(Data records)

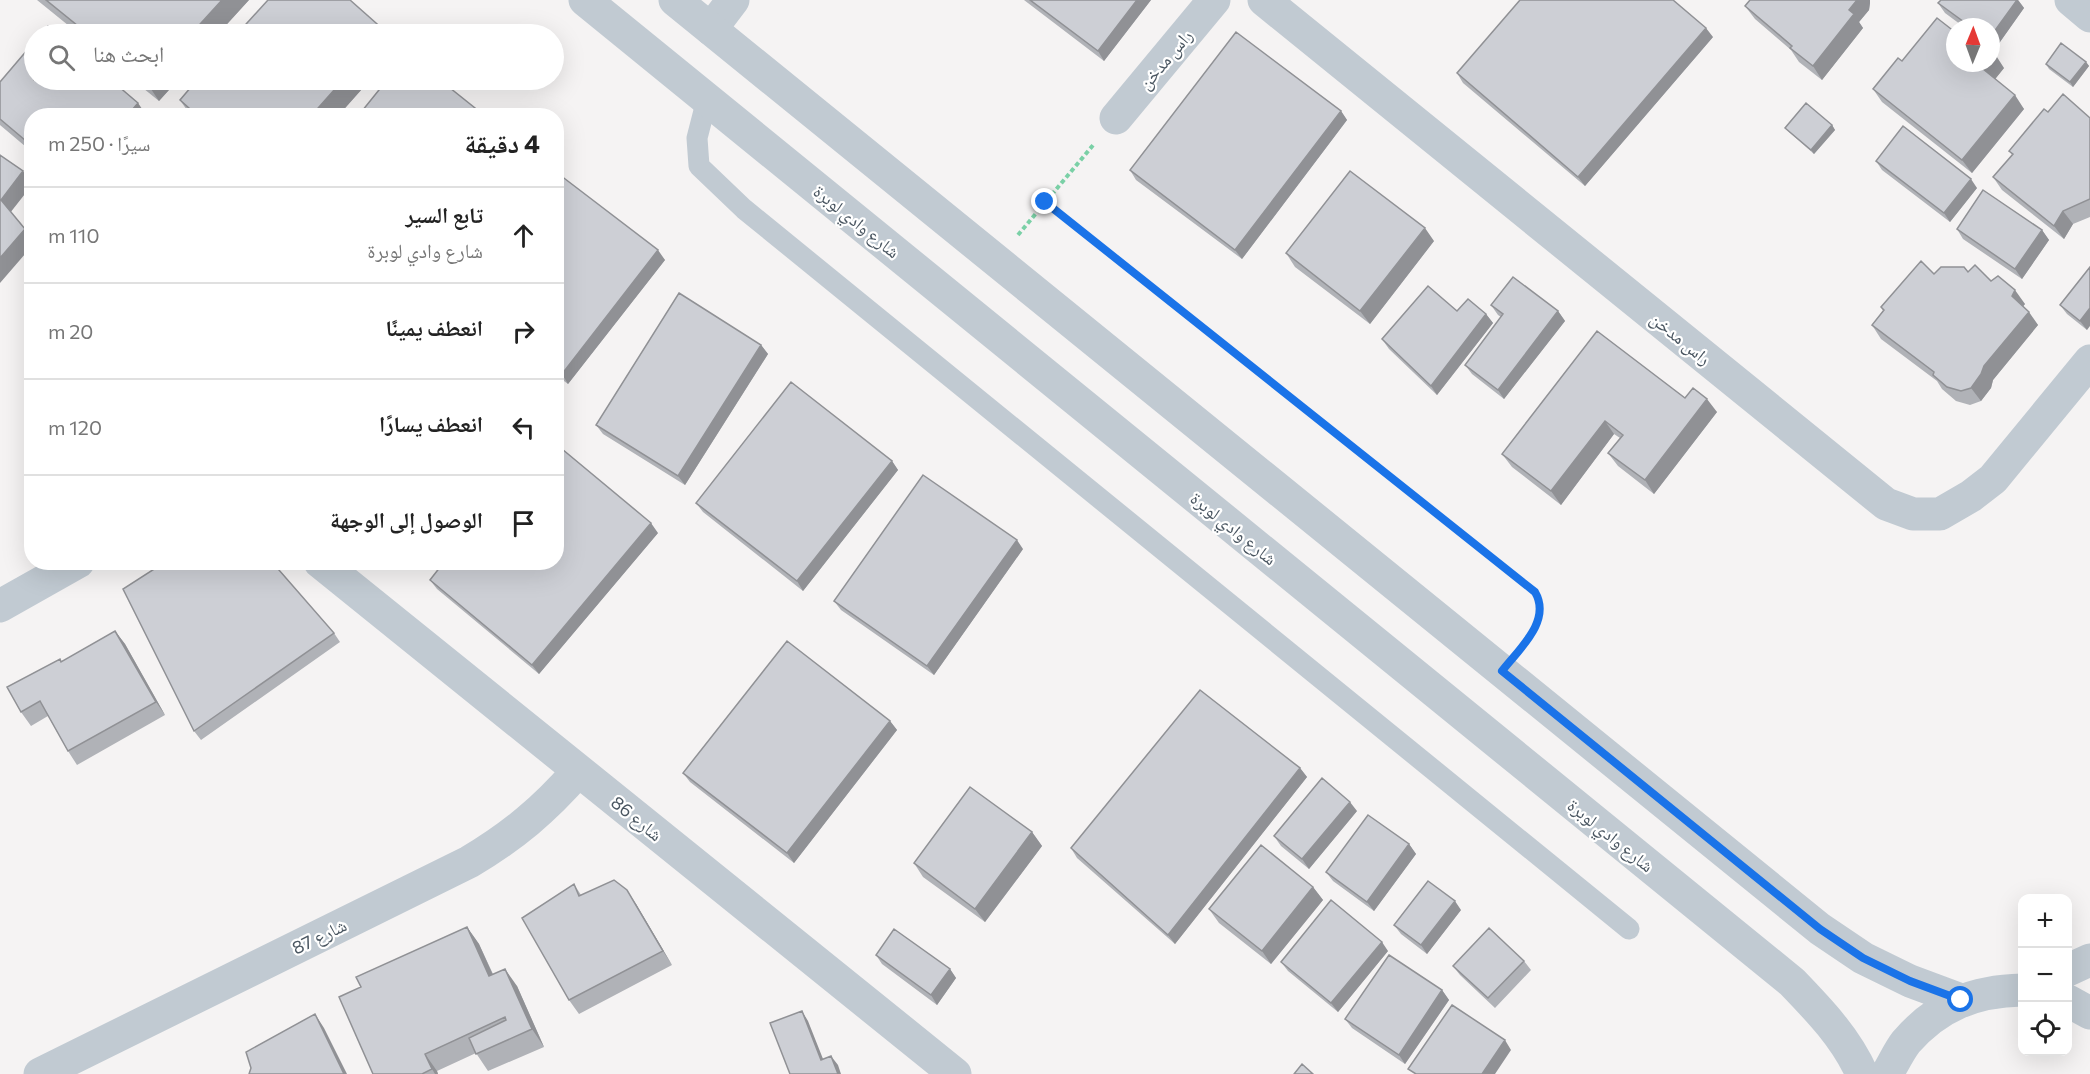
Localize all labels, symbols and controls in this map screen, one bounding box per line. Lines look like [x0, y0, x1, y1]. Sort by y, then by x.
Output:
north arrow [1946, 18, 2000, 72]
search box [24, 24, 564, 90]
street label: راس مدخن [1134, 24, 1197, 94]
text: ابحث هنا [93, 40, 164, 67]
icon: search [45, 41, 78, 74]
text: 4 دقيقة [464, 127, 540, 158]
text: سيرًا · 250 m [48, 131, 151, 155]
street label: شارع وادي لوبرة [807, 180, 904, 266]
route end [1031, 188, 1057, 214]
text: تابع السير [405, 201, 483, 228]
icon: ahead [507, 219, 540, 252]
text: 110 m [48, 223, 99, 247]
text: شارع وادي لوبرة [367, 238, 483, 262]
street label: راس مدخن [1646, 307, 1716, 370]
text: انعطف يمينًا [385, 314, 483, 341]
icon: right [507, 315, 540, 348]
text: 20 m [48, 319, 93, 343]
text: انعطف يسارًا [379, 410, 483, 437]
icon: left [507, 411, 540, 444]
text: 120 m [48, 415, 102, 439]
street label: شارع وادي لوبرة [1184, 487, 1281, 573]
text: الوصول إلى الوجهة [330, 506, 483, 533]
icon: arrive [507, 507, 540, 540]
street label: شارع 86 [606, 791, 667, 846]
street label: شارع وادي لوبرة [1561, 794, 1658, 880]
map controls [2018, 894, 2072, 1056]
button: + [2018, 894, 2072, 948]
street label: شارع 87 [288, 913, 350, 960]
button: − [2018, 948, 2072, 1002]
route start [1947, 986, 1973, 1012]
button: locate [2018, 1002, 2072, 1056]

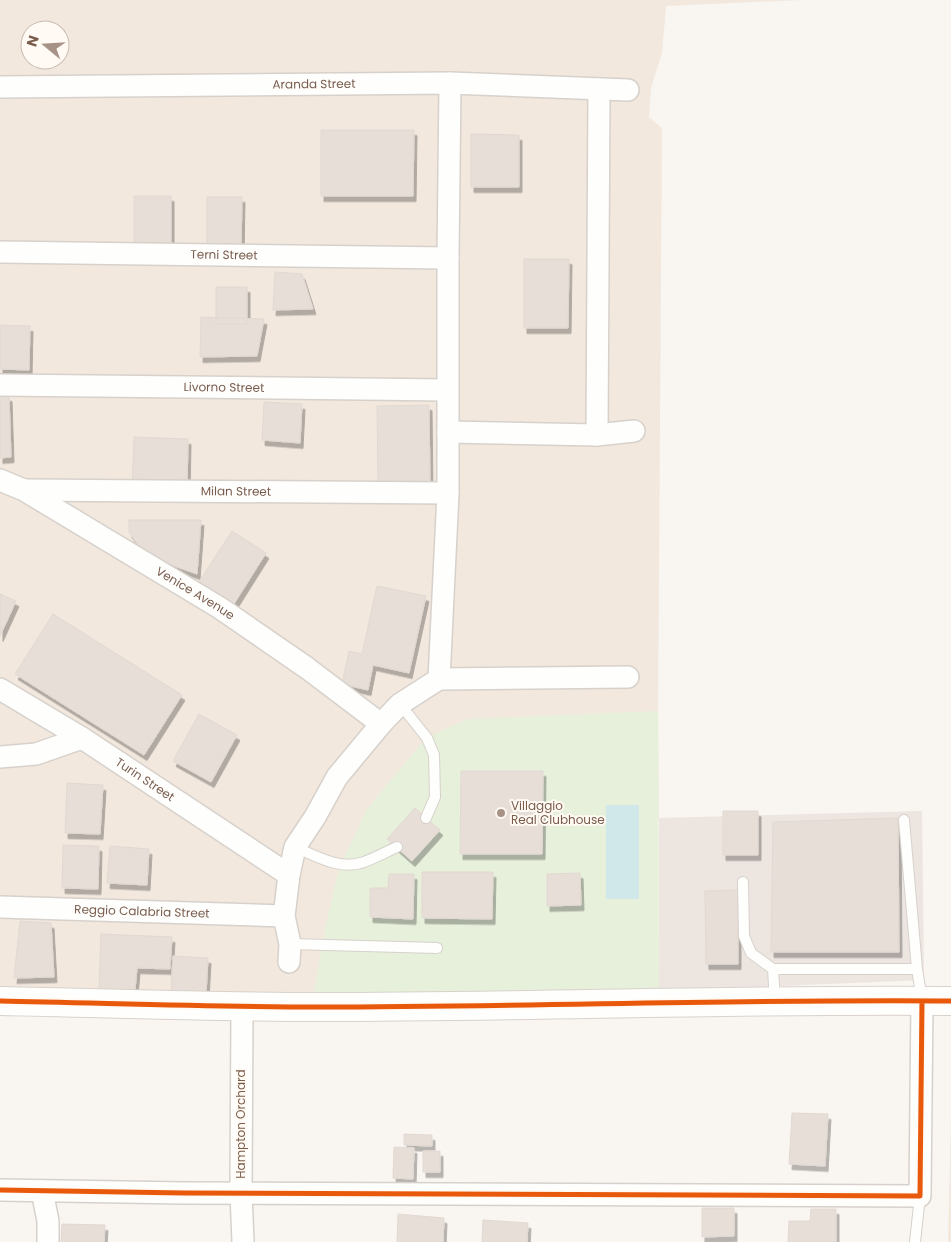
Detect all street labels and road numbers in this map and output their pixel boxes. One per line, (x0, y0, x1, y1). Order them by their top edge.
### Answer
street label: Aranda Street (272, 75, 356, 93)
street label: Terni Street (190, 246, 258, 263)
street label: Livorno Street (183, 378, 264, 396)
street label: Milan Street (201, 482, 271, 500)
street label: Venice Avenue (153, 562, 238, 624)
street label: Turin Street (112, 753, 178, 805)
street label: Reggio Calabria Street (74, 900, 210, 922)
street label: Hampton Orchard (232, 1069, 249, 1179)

---

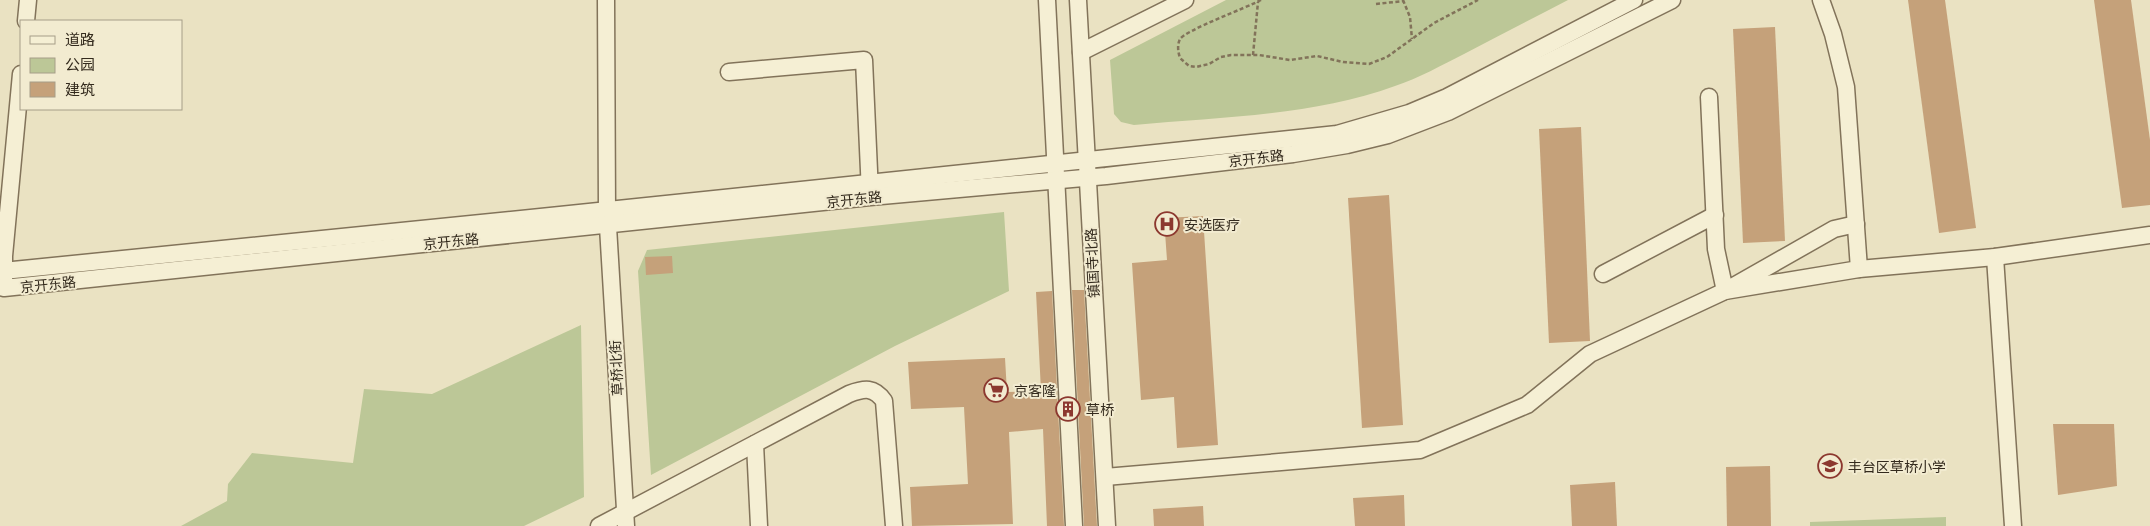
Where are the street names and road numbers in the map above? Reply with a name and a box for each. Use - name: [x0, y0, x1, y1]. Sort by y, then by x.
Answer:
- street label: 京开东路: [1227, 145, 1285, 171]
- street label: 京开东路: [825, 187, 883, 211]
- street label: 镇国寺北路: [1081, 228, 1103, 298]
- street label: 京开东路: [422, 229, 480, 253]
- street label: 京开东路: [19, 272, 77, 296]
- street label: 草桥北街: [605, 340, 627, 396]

Required work -
Copy each line above that has the word "then".

Expected answer -
Localize all labels, symbols and controls in this map screen, one bounding box per line. Lines look like [x0, y0, x1, y1]. Sort by y, then by x.
Where are the street names and road numbers in the map above? Reply with a name and a box for each. Use - name: [x0, y0, x1, y1]. Sort by y, then by x.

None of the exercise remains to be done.